Flint pushes district revamp

PARKERSBURG – Incoming Wood County Schools Superintendent John Flint hit the ground running Tuesday, presenting a plan for revamping the district’s central office to the Wood County Board of Education.

The board approved a one-year $120,000 contract for Flint at Tuesday’s meeting. Flint, who was hired last month, will officially begin July 1.

Prior to the vote, Flint presented a plan for revamping the central office, something the board has debated doing for several years. Flint’s main proposed change was to replace the assistant superintendent of pupil and personnel services with a director of human resources. The change would remove many ancillary areas of oversight, such as nursing and technology, which has fallen under the purview of the human resources department.

Current Assistant Superintendent Bob Harris will retire at the end of June.

Flint said many of the assistant superintendent’s powers and authority would instead transfer to a new position.

“The solution is a deputy superintendent,” he said.

The deputy superintendent would have greater authority over issues that could arise within the school system, including personnel issues, Flint said.

“This position gives them a person who has the power to go into every director’s area and find out what is going on,” he said.

Flint said one of the main issues facing the central office is problems not being addressed in a timely fashion or not being noticed until the issues become disruptive.

“These people here work hard, but we need to have answers for each other, we need to have answers for people out in the system, and we need to have answers like that,” he said, snapping his fingers.

Flint said too many issues have gone unaddressed or were addressed incorrectly under the current system.

“We want to stop things falling through the cracks,” he said. “If you have people not dealing with anything but their own bailiwick, then you have things falling through the cracks.”

Flint said he believes in more cross-involvement with central office staff double-checking one another and communicating before issues go out of control.

“If we get eyes on problems we can solve them,” he said. “We should be remediating things long before they become a problem.”

Under the new system, Flint said, “what you have is a group of people who are involved and looking after each other based on a need, and the bow that ties this thing together is the deputy superintendent.”

Flint also said he wants more focus from those overseeing core curriculum areas, such as math and science, and reading and language arts.
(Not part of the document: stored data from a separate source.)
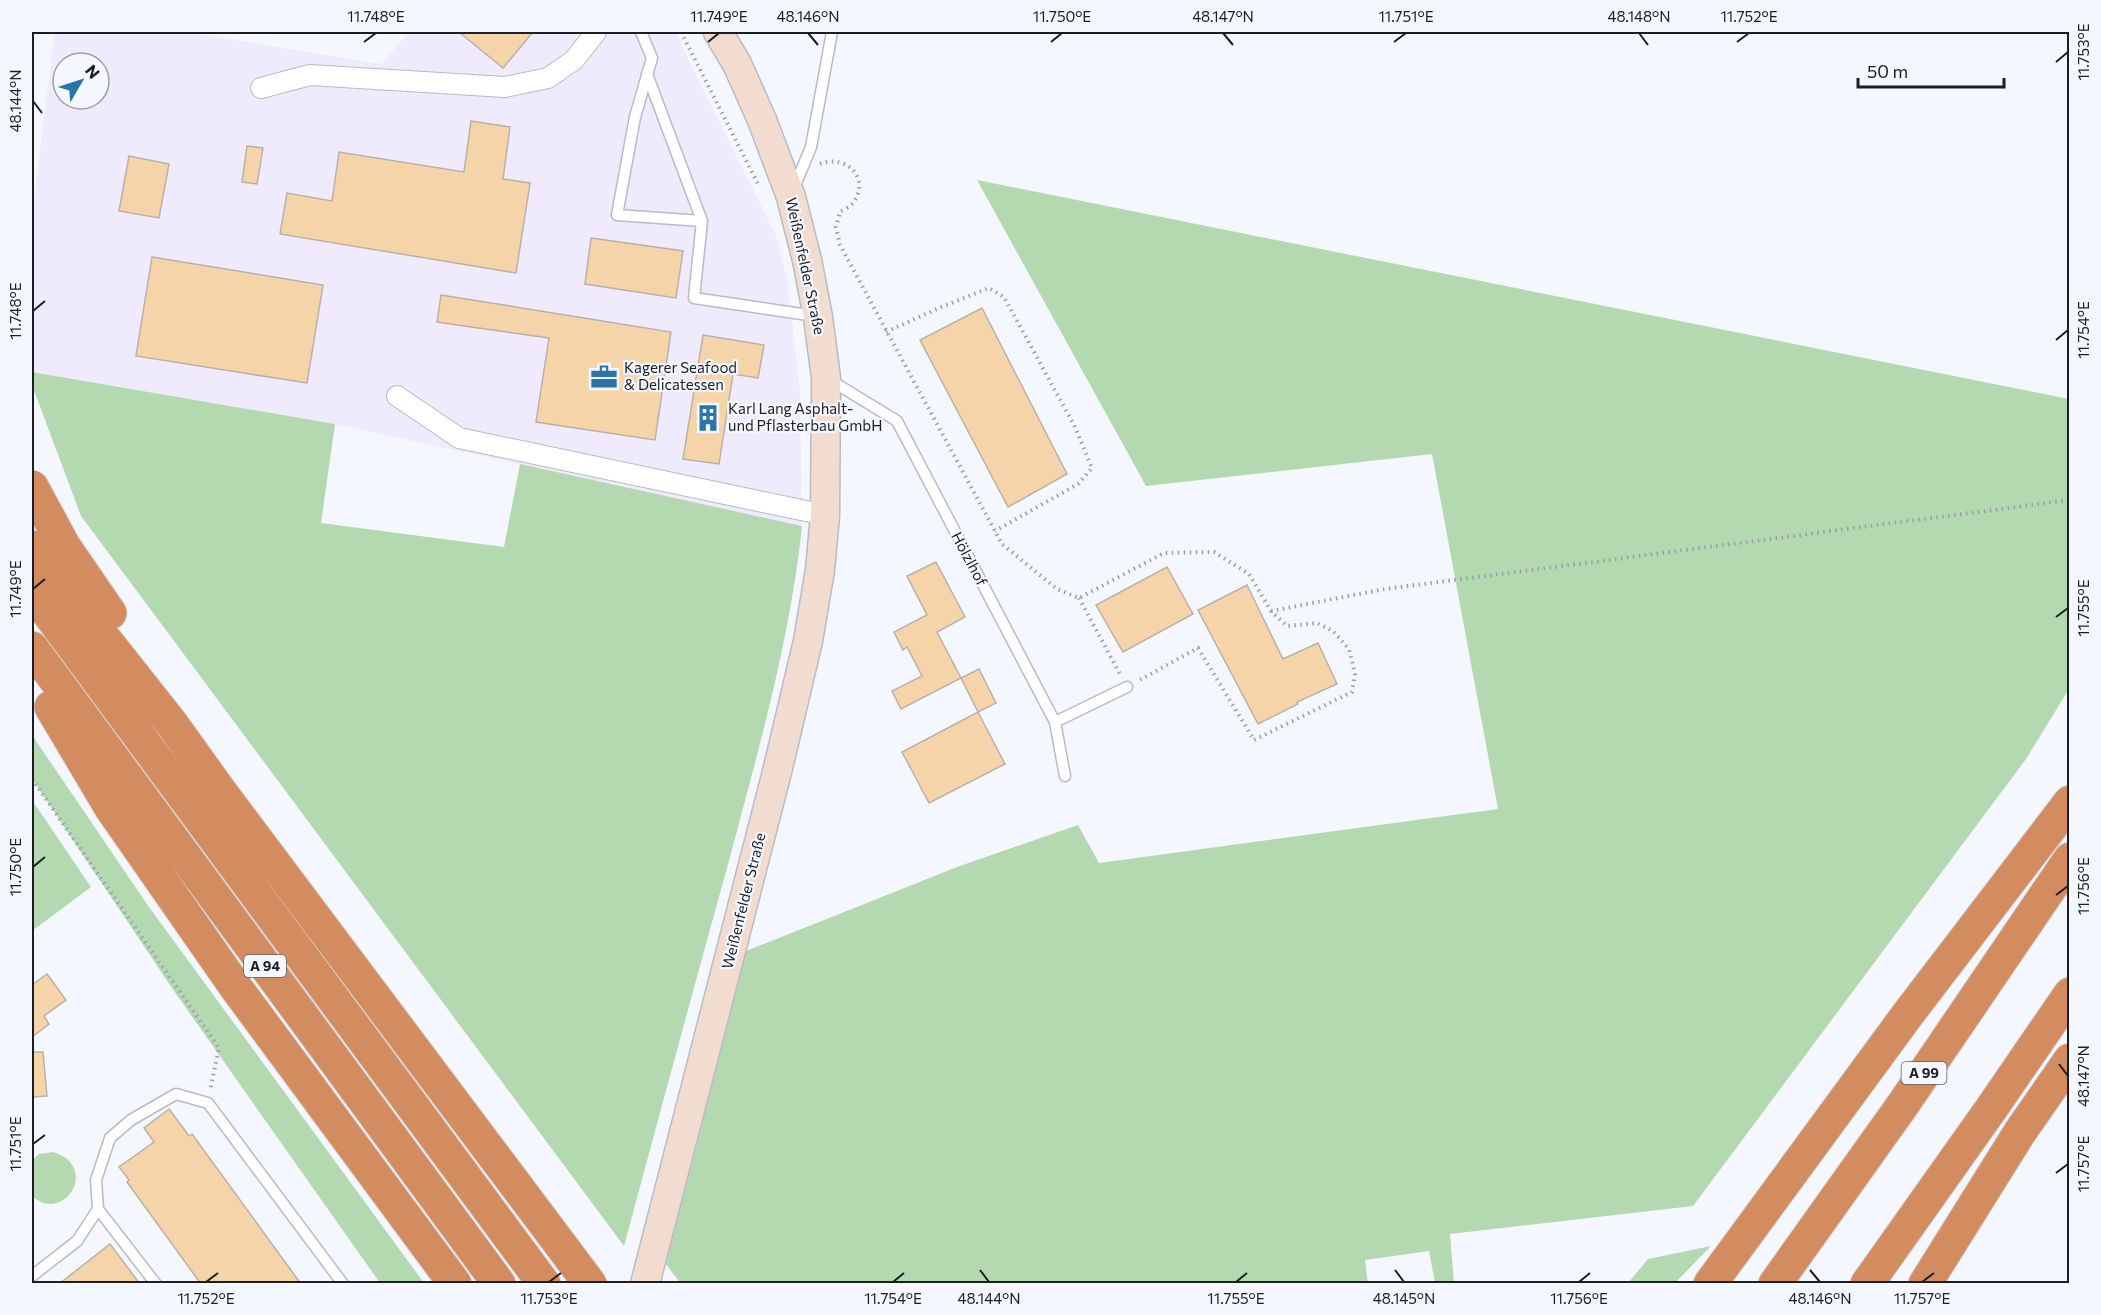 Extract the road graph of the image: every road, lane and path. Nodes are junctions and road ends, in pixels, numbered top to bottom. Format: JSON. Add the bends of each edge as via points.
{"nodes":[{"id":1,"x":596,"y":32,"type":"edge"},
{"id":2,"x":641,"y":32,"type":"edge"},
{"id":3,"x":718,"y":32,"type":"edge"},
{"id":4,"x":832,"y":32,"type":"edge"},
{"id":5,"x":647,"y":74,"type":"junction"},
{"id":6,"x":261,"y":88,"type":"dead end"},
{"id":7,"x":791,"y":197,"type":"junction"},
{"id":8,"x":702,"y":221,"type":"junction"},
{"id":9,"x":819,"y":317,"type":"junction"},
{"id":10,"x":886,"y":332,"type":"junction"},
{"id":11,"x":826,"y":378,"type":"junction"},
{"id":12,"x":397,"y":396,"type":"dead end"},
{"id":13,"x":32,"y":487,"type":"edge"},
{"id":14,"x":2070,"y":500,"type":"edge"},
{"id":15,"x":825,"y":515,"type":"junction"},
{"id":16,"x":995,"y":531,"type":"junction"},
{"id":17,"x":32,"y":547,"type":"edge"},
{"id":18,"x":32,"y":591,"type":"edge"},
{"id":19,"x":1079,"y":598,"type":"junction"},
{"id":20,"x":1271,"y":611,"type":"junction"},
{"id":21,"x":32,"y":648,"type":"edge"},
{"id":22,"x":32,"y":678,"type":"edge"},
{"id":23,"x":1126,"y":687,"type":"junction"},
{"id":24,"x":1055,"y":722,"type":"junction"},
{"id":25,"x":1065,"y":776,"type":"dead end"},
{"id":26,"x":32,"y":779,"type":"edge"},
{"id":27,"x":220,"y":791,"type":"junction"},
{"id":28,"x":2070,"y":802,"type":"edge"},
{"id":29,"x":2070,"y":859,"type":"edge"},
{"id":30,"x":2070,"y":994,"type":"edge"},
{"id":31,"x":2070,"y":1060,"type":"edge"},
{"id":32,"x":208,"y":1103,"type":"junction"},
{"id":33,"x":98,"y":1209,"type":"junction"},
{"id":34,"x":32,"y":1276,"type":"edge"},
{"id":35,"x":156,"y":1284,"type":"edge"},
{"id":36,"x":343,"y":1284,"type":"edge"},
{"id":37,"x":455,"y":1284,"type":"edge"},
{"id":38,"x":499,"y":1284,"type":"edge"},
{"id":39,"x":544,"y":1284,"type":"edge"},
{"id":40,"x":590,"y":1284,"type":"edge"},
{"id":41,"x":645,"y":1284,"type":"edge"},
{"id":42,"x":1710,"y":1284,"type":"edge"},
{"id":43,"x":1774,"y":1284,"type":"edge"},
{"id":44,"x":1866,"y":1284,"type":"edge"},
{"id":45,"x":1925,"y":1284,"type":"edge"}],
"edges":[{"from":1,"to":6,"type":"street","via":[[574,60],[548,78],[505,87],[310,75]]},
{"from":2,"to":5,"type":"lane","via":[[652,57]]},
{"from":3,"to":7,"type":"street","name":"Weißenfelder Straße","via":[[762,120]]},
{"from":4,"to":7,"type":"lane","via":[[811,147]]},
{"from":5,"to":8,"type":"lane"},
{"from":5,"to":8,"type":"lane","via":[[617,215]]},
{"from":7,"to":9,"type":"street","name":"Weißenfelder Straße"},
{"from":7,"to":10,"type":"path","via":[[812,168],[830,160],[845,164],[856,173],[860,189],[852,204],[840,212],[836,227],[840,245]]},
{"from":8,"to":9,"type":"lane","via":[[694,298]]},
{"from":9,"to":11,"type":"street","name":"Weißenfelder Straße"},
{"from":10,"to":16,"type":"path"},
{"from":10,"to":16,"type":"path","via":[[989,288],[1004,297],[1075,427],[1092,468],[1078,484]]},
{"from":11,"to":15,"type":"street","name":"Weißenfelder Straße"},
{"from":11,"to":24,"type":"lane","name":"Hölzlhof","via":[[897,421]]},
{"from":12,"to":15,"type":"street","via":[[459,438]]},
{"from":13,"to":27,"type":"highway","via":[[64,546],[206,741]]},
{"from":14,"to":20,"type":"path","via":[[1385,590]]},
{"from":15,"to":41,"type":"street","name":"Weißenfelder Straße","via":[[808,641]]},
{"from":16,"to":19,"type":"path","via":[[1002,544],[1057,590]]},
{"from":17,"to":27,"type":"highway"},
{"from":18,"to":39,"type":"highway","number":"A 94"},
{"from":19,"to":20,"type":"path","via":[[1164,553],[1214,552],[1249,574]]},
{"from":19,"to":23,"type":"path"},
{"from":20,"to":23,"type":"path","via":[[1287,627],[1317,623],[1333,631],[1349,649],[1355,674],[1352,692],[1254,740],[1198,648]]},
{"from":21,"to":38,"type":"highway","number":"A 94"},
{"from":22,"to":37,"type":"highway","via":[[111,808],[230,979]]},
{"from":23,"to":24,"type":"lane"},
{"from":24,"to":25,"type":"lane","name":"Hölzlhof"},
{"from":26,"to":32,"type":"path","via":[[219,1048]]},
{"from":27,"to":40,"type":"highway"},
{"from":28,"to":42,"type":"highway"},
{"from":29,"to":43,"type":"highway","number":"A 99","via":[[1904,1103]]},
{"from":30,"to":44,"type":"highway"},
{"from":31,"to":45,"type":"highway"},
{"from":32,"to":33,"type":"lane","via":[[176,1094],[131,1120],[110,1138],[96,1180]]},
{"from":32,"to":36,"type":"lane"},
{"from":33,"to":34,"type":"lane","via":[[77,1241]]},
{"from":33,"to":35,"type":"lane"}]}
He believes those areas have been diluted with duties in other curriculum areas, such as physical education and health, which currently falls under the math and science coordinator.

The proposed plan would change the duties and status of nearly every administrative position at the central office, including creating a new position.

“I would like to have this in place by July 1 so everyone is set and in place by Aug. 14,” the start of school, Flint said. “If you like the deputy superintendent, that person should be brought on board as quickly as possible.”

Though board members asked questions following Flint’s proposal, no action was taken Tuesday evening. The plan will be presented at the board’s June 10 meeting as a discussion item and some of the new positions will be included as action items.

“I think we need to take this home and take a look at it. Get some ideas and generate some feedback,” said board President Tim Yeater. “There are some excellent ideas here.”